_DESCRIPTION OF THE TASK:_
I would like every record reproduced exactly, with the pictures left out.
##### INPUT FOR THIS TASK
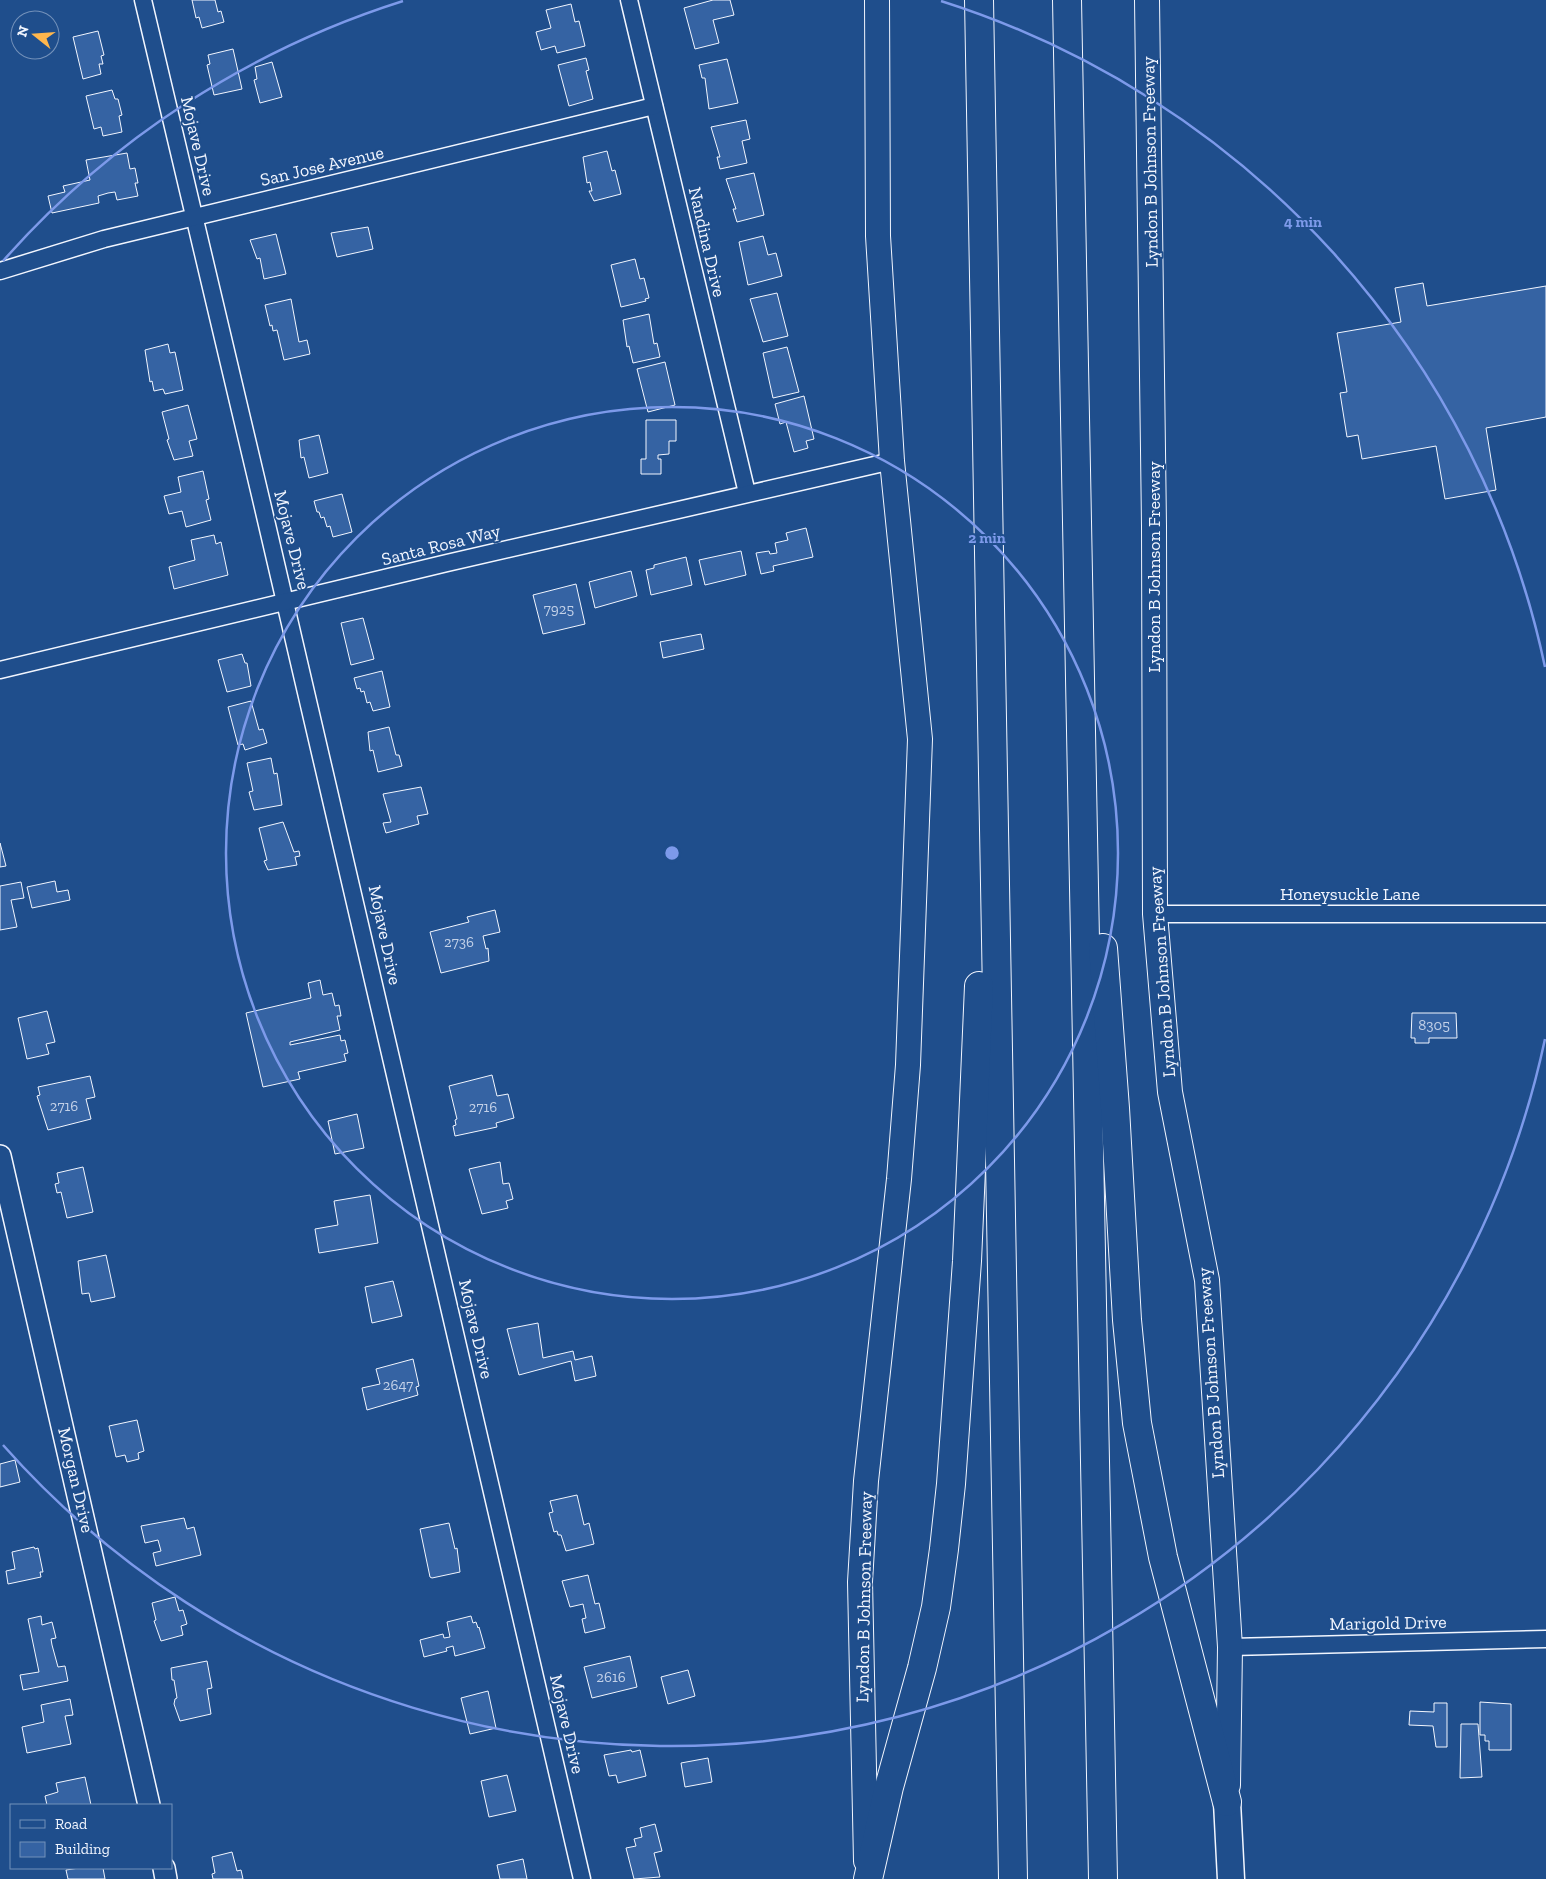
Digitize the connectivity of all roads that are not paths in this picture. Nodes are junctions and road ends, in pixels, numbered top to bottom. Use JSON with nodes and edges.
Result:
{"nodes":[{"id":1,"x":143,"y":0,"type":"edge"},
{"id":2,"x":629,"y":0,"type":"edge"},
{"id":3,"x":877,"y":0,"type":"edge"},
{"id":4,"x":979,"y":0,"type":"edge"},
{"id":5,"x":1068,"y":0,"type":"edge"},
{"id":6,"x":1147,"y":0,"type":"edge"},
{"id":7,"x":654,"y":106,"type":"junction"},
{"id":8,"x":194,"y":216,"type":"junction"},
{"id":9,"x":0,"y":271,"type":"edge"},
{"id":10,"x":892,"y":461,"type":"junction"},
{"id":11,"x":747,"y":493,"type":"junction"},
{"id":12,"x":287,"y":603,"type":"junction"},
{"id":13,"x":990,"y":654,"type":"junction"},
{"id":14,"x":1080,"y":656,"type":"junction"},
{"id":15,"x":0,"y":670,"type":"edge"},
{"id":16,"x":1155,"y":914,"type":"junction"},
{"id":17,"x":1546,"y":914,"type":"edge"},
{"id":18,"x":0,"y":1156,"type":"edge"},
{"id":19,"x":1546,"y":1639,"type":"edge"},
{"id":20,"x":1230,"y":1647,"type":"junction"},
{"id":21,"x":1227,"y":1802,"type":"junction"},
{"id":22,"x":149,"y":1804,"type":"edge"},
{"id":23,"x":582,"y":1879,"type":"edge"},
{"id":24,"x":867,"y":1879,"type":"edge"},
{"id":25,"x":1013,"y":1879,"type":"edge"},
{"id":26,"x":1103,"y":1879,"type":"edge"},
{"id":27,"x":1231,"y":1879,"type":"edge"}],
"edges":[{"from":1,"to":8,"type":"street","name":"Mojave Drive"},
{"from":2,"to":7,"type":"street","name":"Nandina Drive"},
{"from":3,"to":10,"type":"main road","name":"Lyndon B Johnson Freeway"},
{"from":4,"to":13,"type":"highway"},
{"from":5,"to":14,"type":"highway"},
{"from":6,"to":16,"type":"main road","name":"Lyndon B Johnson Freeway"},
{"from":7,"to":8,"type":"street","name":"San Jose Avenue"},
{"from":7,"to":11,"type":"street","name":"Nandina Drive"},
{"from":8,"to":9,"type":"street","name":"San Jose Avenue"},
{"from":8,"to":12,"type":"street","name":"Mojave Drive"},
{"from":10,"to":11,"type":"street","name":"Santa Rosa Way"},
{"from":10,"to":24,"type":"main road","name":"Lyndon B Johnson Freeway"},
{"from":11,"to":12,"type":"street","name":"Santa Rosa Way"},
{"from":12,"to":15,"type":"street","name":"Santa Rosa Way"},
{"from":12,"to":23,"type":"street","name":"Mojave Drive"},
{"from":13,"to":24,"type":"highway"},
{"from":13,"to":25,"type":"highway"},
{"from":14,"to":21,"type":"highway"},
{"from":14,"to":26,"type":"highway"},
{"from":16,"to":17,"type":"street","name":"Honeysuckle Lane"},
{"from":16,"to":20,"type":"main road","name":"Lyndon B Johnson Freeway"},
{"from":18,"to":22,"type":"street","name":"Morgan Drive"},
{"from":19,"to":20,"type":"street","name":"Marigold Drive"},
{"from":20,"to":21,"type":"main road","name":"Lyndon B Johnson Freeway"},
{"from":21,"to":27,"type":"main road","name":"Lyndon B Johnson Freeway"}]}
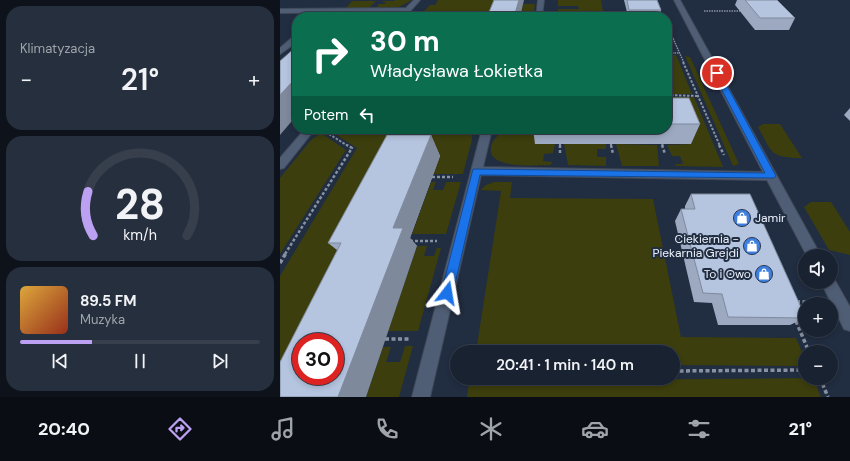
##########
_RESULT OF THIS EXERCISE:_
Digitize the connectivity of all roads that are not paths in this picture. Nodes are junctions and road ends, in pixels, numbered top to bottom. Use JSON with nodes and edges.
Result:
{"nodes":[{"id":1,"x":143,"y":0,"type":"edge"},
{"id":2,"x":629,"y":0,"type":"edge"},
{"id":3,"x":877,"y":0,"type":"edge"},
{"id":4,"x":979,"y":0,"type":"edge"},
{"id":5,"x":1068,"y":0,"type":"edge"},
{"id":6,"x":1147,"y":0,"type":"edge"},
{"id":7,"x":654,"y":106,"type":"junction"},
{"id":8,"x":194,"y":216,"type":"junction"},
{"id":9,"x":0,"y":271,"type":"edge"},
{"id":10,"x":892,"y":461,"type":"junction"},
{"id":11,"x":747,"y":493,"type":"junction"},
{"id":12,"x":287,"y":603,"type":"junction"},
{"id":13,"x":990,"y":654,"type":"junction"},
{"id":14,"x":1080,"y":656,"type":"junction"},
{"id":15,"x":0,"y":670,"type":"edge"},
{"id":16,"x":1155,"y":914,"type":"junction"},
{"id":17,"x":1546,"y":914,"type":"edge"},
{"id":18,"x":0,"y":1156,"type":"edge"},
{"id":19,"x":1546,"y":1639,"type":"edge"},
{"id":20,"x":1230,"y":1647,"type":"junction"},
{"id":21,"x":1227,"y":1802,"type":"junction"},
{"id":22,"x":149,"y":1804,"type":"edge"},
{"id":23,"x":582,"y":1879,"type":"edge"},
{"id":24,"x":867,"y":1879,"type":"edge"},
{"id":25,"x":1013,"y":1879,"type":"edge"},
{"id":26,"x":1103,"y":1879,"type":"edge"},
{"id":27,"x":1231,"y":1879,"type":"edge"}],
"edges":[{"from":1,"to":8,"type":"street","name":"Mojave Drive"},
{"from":2,"to":7,"type":"street","name":"Nandina Drive"},
{"from":3,"to":10,"type":"main road","name":"Lyndon B Johnson Freeway"},
{"from":4,"to":13,"type":"highway"},
{"from":5,"to":14,"type":"highway"},
{"from":6,"to":16,"type":"main road","name":"Lyndon B Johnson Freeway"},
{"from":7,"to":8,"type":"street","name":"San Jose Avenue"},
{"from":7,"to":11,"type":"street","name":"Nandina Drive"},
{"from":8,"to":9,"type":"street","name":"San Jose Avenue"},
{"from":8,"to":12,"type":"street","name":"Mojave Drive"},
{"from":10,"to":11,"type":"street","name":"Santa Rosa Way"},
{"from":10,"to":24,"type":"main road","name":"Lyndon B Johnson Freeway"},
{"from":11,"to":12,"type":"street","name":"Santa Rosa Way"},
{"from":12,"to":15,"type":"street","name":"Santa Rosa Way"},
{"from":12,"to":23,"type":"street","name":"Mojave Drive"},
{"from":13,"to":24,"type":"highway"},
{"from":13,"to":25,"type":"highway"},
{"from":14,"to":21,"type":"highway"},
{"from":14,"to":26,"type":"highway"},
{"from":16,"to":17,"type":"street","name":"Honeysuckle Lane"},
{"from":16,"to":20,"type":"main road","name":"Lyndon B Johnson Freeway"},
{"from":18,"to":22,"type":"street","name":"Morgan Drive"},
{"from":19,"to":20,"type":"street","name":"Marigold Drive"},
{"from":20,"to":21,"type":"main road","name":"Lyndon B Johnson Freeway"},
{"from":21,"to":27,"type":"main road","name":"Lyndon B Johnson Freeway"}]}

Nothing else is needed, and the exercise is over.